YOUR ASSIGNMENT.
"that" appears in how many lines of the entries? State only the number.

Stored data.
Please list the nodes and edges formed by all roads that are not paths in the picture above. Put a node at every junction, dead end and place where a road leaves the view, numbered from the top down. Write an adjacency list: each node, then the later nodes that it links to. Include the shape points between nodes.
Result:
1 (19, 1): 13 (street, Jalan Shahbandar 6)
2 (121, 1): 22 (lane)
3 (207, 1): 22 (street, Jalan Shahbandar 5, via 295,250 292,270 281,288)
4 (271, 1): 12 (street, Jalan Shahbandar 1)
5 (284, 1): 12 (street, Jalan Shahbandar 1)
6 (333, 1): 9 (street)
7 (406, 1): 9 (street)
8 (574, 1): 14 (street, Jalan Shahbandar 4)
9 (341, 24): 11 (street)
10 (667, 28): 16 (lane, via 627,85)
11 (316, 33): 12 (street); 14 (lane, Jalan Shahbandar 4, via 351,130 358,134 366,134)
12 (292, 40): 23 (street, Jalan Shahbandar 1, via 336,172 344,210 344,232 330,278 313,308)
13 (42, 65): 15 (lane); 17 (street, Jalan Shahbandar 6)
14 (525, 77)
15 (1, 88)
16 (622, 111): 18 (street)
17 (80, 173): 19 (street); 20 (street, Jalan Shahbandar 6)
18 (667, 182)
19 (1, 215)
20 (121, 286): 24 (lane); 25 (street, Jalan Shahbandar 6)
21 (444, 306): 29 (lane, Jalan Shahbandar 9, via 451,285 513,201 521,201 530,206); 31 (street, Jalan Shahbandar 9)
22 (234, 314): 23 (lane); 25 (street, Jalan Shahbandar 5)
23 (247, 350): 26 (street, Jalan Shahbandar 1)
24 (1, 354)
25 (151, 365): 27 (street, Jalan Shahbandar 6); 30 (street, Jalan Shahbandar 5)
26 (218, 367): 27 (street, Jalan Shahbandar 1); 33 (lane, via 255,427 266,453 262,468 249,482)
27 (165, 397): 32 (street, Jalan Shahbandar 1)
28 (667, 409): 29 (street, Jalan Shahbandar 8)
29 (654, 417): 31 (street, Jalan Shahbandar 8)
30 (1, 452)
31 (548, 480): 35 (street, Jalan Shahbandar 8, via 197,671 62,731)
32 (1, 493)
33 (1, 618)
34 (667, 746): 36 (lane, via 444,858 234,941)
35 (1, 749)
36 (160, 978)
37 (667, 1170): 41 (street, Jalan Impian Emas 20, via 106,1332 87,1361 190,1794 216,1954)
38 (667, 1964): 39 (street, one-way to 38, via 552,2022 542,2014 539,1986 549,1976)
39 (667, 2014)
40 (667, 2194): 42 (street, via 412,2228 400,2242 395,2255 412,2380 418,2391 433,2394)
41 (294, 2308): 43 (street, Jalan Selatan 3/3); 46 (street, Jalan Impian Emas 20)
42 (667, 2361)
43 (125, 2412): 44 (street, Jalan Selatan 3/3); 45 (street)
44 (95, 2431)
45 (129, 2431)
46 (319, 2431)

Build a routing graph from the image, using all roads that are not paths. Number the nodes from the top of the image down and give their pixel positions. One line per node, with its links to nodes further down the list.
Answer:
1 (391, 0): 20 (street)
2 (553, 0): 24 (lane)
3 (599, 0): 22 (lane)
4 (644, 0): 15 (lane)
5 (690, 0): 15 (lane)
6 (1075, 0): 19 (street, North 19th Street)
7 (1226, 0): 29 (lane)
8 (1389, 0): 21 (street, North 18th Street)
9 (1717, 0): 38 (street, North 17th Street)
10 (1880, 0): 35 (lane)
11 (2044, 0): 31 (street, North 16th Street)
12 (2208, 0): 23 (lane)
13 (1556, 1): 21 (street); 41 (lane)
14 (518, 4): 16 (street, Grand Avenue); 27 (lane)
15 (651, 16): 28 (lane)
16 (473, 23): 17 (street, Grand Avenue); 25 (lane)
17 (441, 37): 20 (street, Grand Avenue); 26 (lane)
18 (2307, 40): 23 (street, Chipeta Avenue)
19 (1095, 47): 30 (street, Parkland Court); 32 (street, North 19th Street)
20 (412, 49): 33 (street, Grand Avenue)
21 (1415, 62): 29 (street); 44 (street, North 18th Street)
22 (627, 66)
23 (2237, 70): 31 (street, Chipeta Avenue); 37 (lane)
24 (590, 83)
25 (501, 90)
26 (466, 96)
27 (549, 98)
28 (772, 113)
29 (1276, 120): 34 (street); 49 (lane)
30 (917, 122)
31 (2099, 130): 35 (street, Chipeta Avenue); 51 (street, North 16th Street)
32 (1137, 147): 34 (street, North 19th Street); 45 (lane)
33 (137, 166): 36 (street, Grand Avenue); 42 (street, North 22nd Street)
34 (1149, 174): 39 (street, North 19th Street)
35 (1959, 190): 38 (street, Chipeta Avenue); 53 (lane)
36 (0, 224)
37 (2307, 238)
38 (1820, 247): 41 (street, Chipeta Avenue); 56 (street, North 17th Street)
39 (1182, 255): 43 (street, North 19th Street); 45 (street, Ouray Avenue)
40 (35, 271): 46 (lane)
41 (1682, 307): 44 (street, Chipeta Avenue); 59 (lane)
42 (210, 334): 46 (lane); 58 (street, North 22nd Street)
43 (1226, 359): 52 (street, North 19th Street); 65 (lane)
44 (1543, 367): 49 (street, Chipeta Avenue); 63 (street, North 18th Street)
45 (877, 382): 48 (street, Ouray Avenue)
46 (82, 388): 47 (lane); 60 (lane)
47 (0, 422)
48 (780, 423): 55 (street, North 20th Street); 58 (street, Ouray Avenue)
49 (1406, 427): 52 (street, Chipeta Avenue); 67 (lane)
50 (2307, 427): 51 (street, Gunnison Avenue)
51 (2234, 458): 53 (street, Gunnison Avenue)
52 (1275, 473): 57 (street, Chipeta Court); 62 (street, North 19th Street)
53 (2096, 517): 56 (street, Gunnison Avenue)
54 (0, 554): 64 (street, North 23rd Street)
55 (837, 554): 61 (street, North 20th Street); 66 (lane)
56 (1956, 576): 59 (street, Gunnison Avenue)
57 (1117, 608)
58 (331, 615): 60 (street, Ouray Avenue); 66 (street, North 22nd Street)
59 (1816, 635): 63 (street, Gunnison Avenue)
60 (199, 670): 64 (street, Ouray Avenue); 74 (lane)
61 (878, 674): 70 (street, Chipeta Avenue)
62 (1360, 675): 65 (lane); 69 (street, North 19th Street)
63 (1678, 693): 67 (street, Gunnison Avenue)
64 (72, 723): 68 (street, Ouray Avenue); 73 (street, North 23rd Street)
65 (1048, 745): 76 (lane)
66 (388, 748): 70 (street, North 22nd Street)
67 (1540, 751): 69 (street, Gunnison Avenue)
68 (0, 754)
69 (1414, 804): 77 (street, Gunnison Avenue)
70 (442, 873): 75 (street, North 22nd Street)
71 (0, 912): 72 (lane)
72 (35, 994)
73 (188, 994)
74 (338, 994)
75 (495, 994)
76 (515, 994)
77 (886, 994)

ANSWER FOR THE TASK.
2